Polícia americana prende em Miami lobistas alvos da 38ª fase da Operação Lava Jato


Alvos da 38ª fase da Operação Lava Jato, os lobistas Jorge Luz e Bruno Luz, pai e filho, foram presos nesta sexta-feira (24), em Maiami, no Estados Unidos. A prisão foi realizada por meio da polícia de imigração americana. De acordo com a Polícia Federal, os dois, em princípio, foram presos por irregularidades na entrada e permanência no país americano. As polícias brasileira e americana ainda estão negociando como se dará a saída dos lobistas do Estados Unidos, se por expulsão ou extradição.  Ainda não há previsão de quando eles chegarão ao Brasil.

Jorge e Bruno Luz são investigados por corrupção, lavagem de dinheiro e evasão de divisas. Eles são suspeitos de intermediar propina de “forma profissional e reiterada”, segundo o Ministério Público Federal, na Diretoria Internacional da Petrobras, com atuação também nas Diretorias de Serviço e de Abastecimento da estatal. Os investigadores afirmam que pai e filho utilizavam contas de empresas offshores na Suíça e nas Bahamas para dissimular o pagamento de propina. De acordo com a força-tarefa da Lava Jato, os senadores do PMDB estão entre os políticos e agentes públicos que receberam US$ 40 milhões em propina, ao longo de dez anos, dos dois lobistas.

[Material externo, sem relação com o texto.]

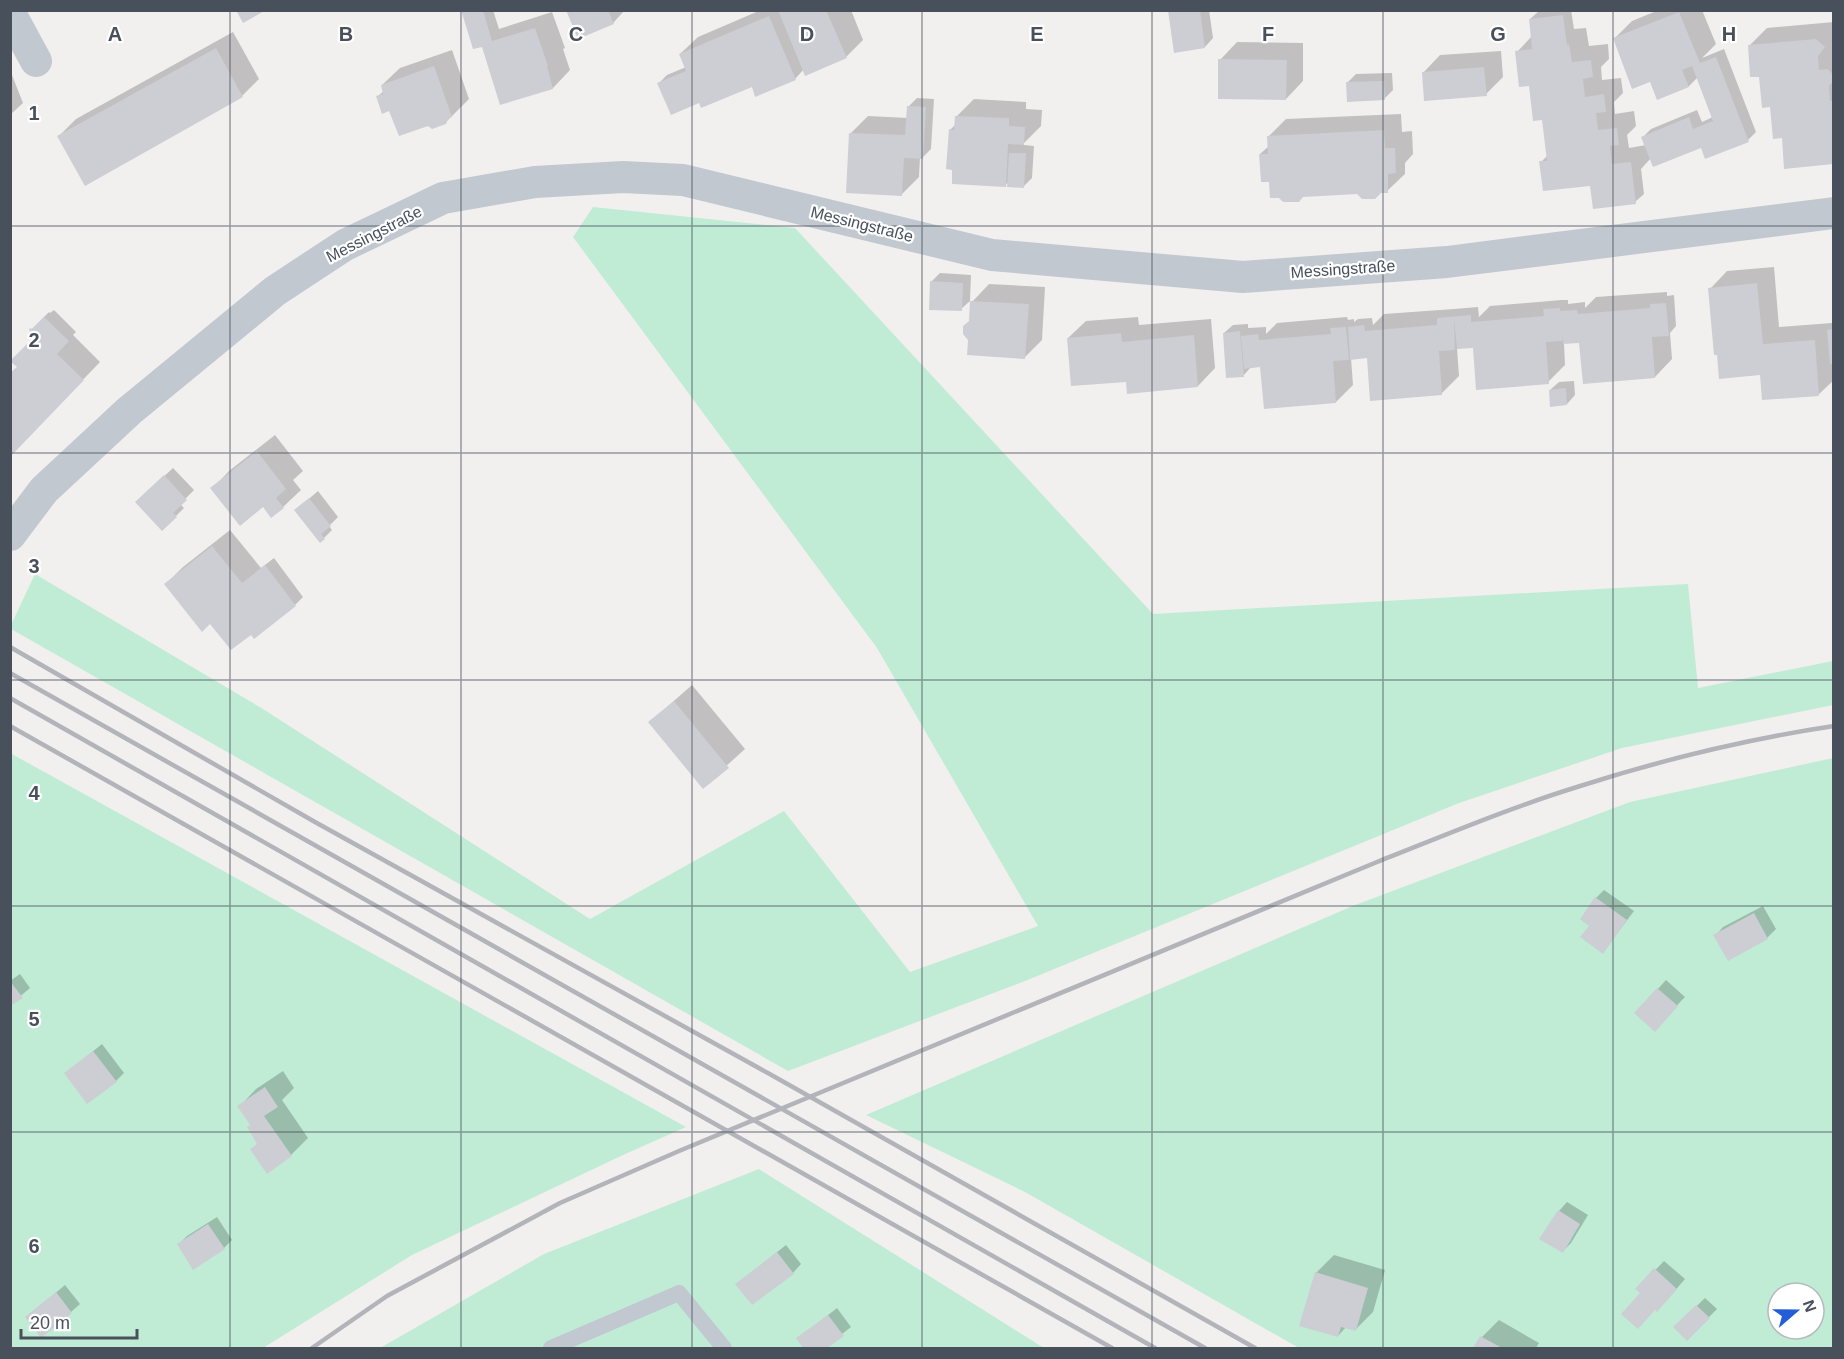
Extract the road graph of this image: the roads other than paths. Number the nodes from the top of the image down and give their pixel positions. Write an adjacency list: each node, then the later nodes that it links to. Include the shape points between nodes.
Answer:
1 (10, 13): 2 (street)
2 (36, 61)
3 (1833, 213): 4 (street, Messingstraße, via 1447,262 1243,277 992,255 682,180 623,177 535,182 443,198 345,245 275,291 129,411 44,490)
4 (10, 535)
5 (551, 1348): 6 (lane, via 679,1293)
6 (724, 1348)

“Entre os contratos da diretoria Internacional, os alvos são suspeitos de intermediar propinas na compra dos navios-sonda Petrobras 10.000 e Vitória 10.000; na operação do Vitoria 10.000 e na venda, pela Petrobras, da Transener para a empresa Eletroengenharia”, afirmou o MPF.

O delator Nestor Cerveró, ex-diretor da área internacional da Petrobras, reconheceu ter recebido propina do lobista por uma transação na Argentina. De acordo com ele, um dos beneficiários por essa transação foi o senador Renan Calheiros (PMDB-AL). O líder do PMDB no Senado recebeu US$ 6 milhões pelo negócio, de acordo com Cerveró.

Engenheiro e empresário, Jorge Luz já era apontado pela Lava Jato como um dos principais agentes do esquema de corrupção na Petrobras e na Eletronuclear. No processo-mãe da Lava Jato, Jorge Luz é citado pelo procurador-geral da República como importante peça na engrenagem do esquema de corrupção. Na ação, o procurador já destacava a promessa do lobista de dar US$ 40 milhões em propina à diretoria Internacional da Petrobras para ser rateado entre os senadores da República. Batizada de Blackout, a 38ª fase da Lava Jato cumpriu 13 mandados de busca e apreensão no Rio nesta quinta-feira.